> Data to examine:
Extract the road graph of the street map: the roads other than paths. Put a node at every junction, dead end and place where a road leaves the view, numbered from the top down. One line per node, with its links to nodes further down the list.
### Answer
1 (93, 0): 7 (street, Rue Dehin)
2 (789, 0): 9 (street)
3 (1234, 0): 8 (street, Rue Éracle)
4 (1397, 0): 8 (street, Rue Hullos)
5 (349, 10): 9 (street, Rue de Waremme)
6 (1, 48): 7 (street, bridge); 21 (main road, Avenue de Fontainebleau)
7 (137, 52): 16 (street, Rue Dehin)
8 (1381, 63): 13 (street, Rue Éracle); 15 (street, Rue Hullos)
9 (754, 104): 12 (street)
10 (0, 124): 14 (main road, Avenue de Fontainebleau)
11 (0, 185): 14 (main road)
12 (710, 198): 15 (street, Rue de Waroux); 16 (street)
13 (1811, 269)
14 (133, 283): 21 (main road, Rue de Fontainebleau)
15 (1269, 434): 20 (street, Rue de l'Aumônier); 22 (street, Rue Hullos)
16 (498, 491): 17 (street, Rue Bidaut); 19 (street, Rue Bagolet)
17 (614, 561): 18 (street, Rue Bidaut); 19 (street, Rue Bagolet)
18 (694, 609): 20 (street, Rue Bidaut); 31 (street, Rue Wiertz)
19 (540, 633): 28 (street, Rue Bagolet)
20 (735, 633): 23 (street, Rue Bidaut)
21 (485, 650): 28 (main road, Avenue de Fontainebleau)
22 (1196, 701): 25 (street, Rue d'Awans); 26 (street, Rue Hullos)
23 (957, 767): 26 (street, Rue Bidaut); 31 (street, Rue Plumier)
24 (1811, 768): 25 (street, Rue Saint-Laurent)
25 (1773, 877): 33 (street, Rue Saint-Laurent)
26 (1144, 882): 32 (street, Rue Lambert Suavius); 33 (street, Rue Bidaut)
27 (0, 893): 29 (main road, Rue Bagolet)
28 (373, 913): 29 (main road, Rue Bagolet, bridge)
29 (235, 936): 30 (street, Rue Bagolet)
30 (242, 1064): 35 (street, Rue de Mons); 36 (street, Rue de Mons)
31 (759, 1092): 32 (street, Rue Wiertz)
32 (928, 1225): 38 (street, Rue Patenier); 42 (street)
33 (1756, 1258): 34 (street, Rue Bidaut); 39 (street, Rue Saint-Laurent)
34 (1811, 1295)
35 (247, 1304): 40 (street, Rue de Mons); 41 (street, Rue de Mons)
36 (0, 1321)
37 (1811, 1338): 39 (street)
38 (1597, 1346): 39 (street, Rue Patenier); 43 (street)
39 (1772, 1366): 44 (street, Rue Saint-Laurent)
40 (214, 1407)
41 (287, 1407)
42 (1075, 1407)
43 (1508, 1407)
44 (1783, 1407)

> Instructions to follow: The entries above must be retyped exactly, down to the last character.

> Solved problem:
Extract the road graph of the street map: the roads other than paths. Put a node at every junction, dead end and place where a road leaves the view, numbered from the top down. One line per node, with its links to nodes further down the list.
### Answer
1 (93, 0): 7 (street, Rue Dehin)
2 (789, 0): 9 (street)
3 (1234, 0): 8 (street, Rue Éracle)
4 (1397, 0): 8 (street, Rue Hullos)
5 (349, 10): 9 (street, Rue de Waremme)
6 (1, 48): 7 (street, bridge); 21 (main road, Avenue de Fontainebleau)
7 (137, 52): 16 (street, Rue Dehin)
8 (1381, 63): 13 (street, Rue Éracle); 15 (street, Rue Hullos)
9 (754, 104): 12 (street)
10 (0, 124): 14 (main road, Avenue de Fontainebleau)
11 (0, 185): 14 (main road)
12 (710, 198): 15 (street, Rue de Waroux); 16 (street)
13 (1811, 269)
14 (133, 283): 21 (main road, Rue de Fontainebleau)
15 (1269, 434): 20 (street, Rue de l'Aumônier); 22 (street, Rue Hullos)
16 (498, 491): 17 (street, Rue Bidaut); 19 (street, Rue Bagolet)
17 (614, 561): 18 (street, Rue Bidaut); 19 (street, Rue Bagolet)
18 (694, 609): 20 (street, Rue Bidaut); 31 (street, Rue Wiertz)
19 (540, 633): 28 (street, Rue Bagolet)
20 (735, 633): 23 (street, Rue Bidaut)
21 (485, 650): 28 (main road, Avenue de Fontainebleau)
22 (1196, 701): 25 (street, Rue d'Awans); 26 (street, Rue Hullos)
23 (957, 767): 26 (street, Rue Bidaut); 31 (street, Rue Plumier)
24 (1811, 768): 25 (street, Rue Saint-Laurent)
25 (1773, 877): 33 (street, Rue Saint-Laurent)
26 (1144, 882): 32 (street, Rue Lambert Suavius); 33 (street, Rue Bidaut)
27 (0, 893): 29 (main road, Rue Bagolet)
28 (373, 913): 29 (main road, Rue Bagolet, bridge)
29 (235, 936): 30 (street, Rue Bagolet)
30 (242, 1064): 35 (street, Rue de Mons); 36 (street, Rue de Mons)
31 (759, 1092): 32 (street, Rue Wiertz)
32 (928, 1225): 38 (street, Rue Patenier); 42 (street)
33 (1756, 1258): 34 (street, Rue Bidaut); 39 (street, Rue Saint-Laurent)
34 (1811, 1295)
35 (247, 1304): 40 (street, Rue de Mons); 41 (street, Rue de Mons)
36 (0, 1321)
37 (1811, 1338): 39 (street)
38 (1597, 1346): 39 (street, Rue Patenier); 43 (street)
39 (1772, 1366): 44 (street, Rue Saint-Laurent)
40 (214, 1407)
41 (287, 1407)
42 (1075, 1407)
43 (1508, 1407)
44 (1783, 1407)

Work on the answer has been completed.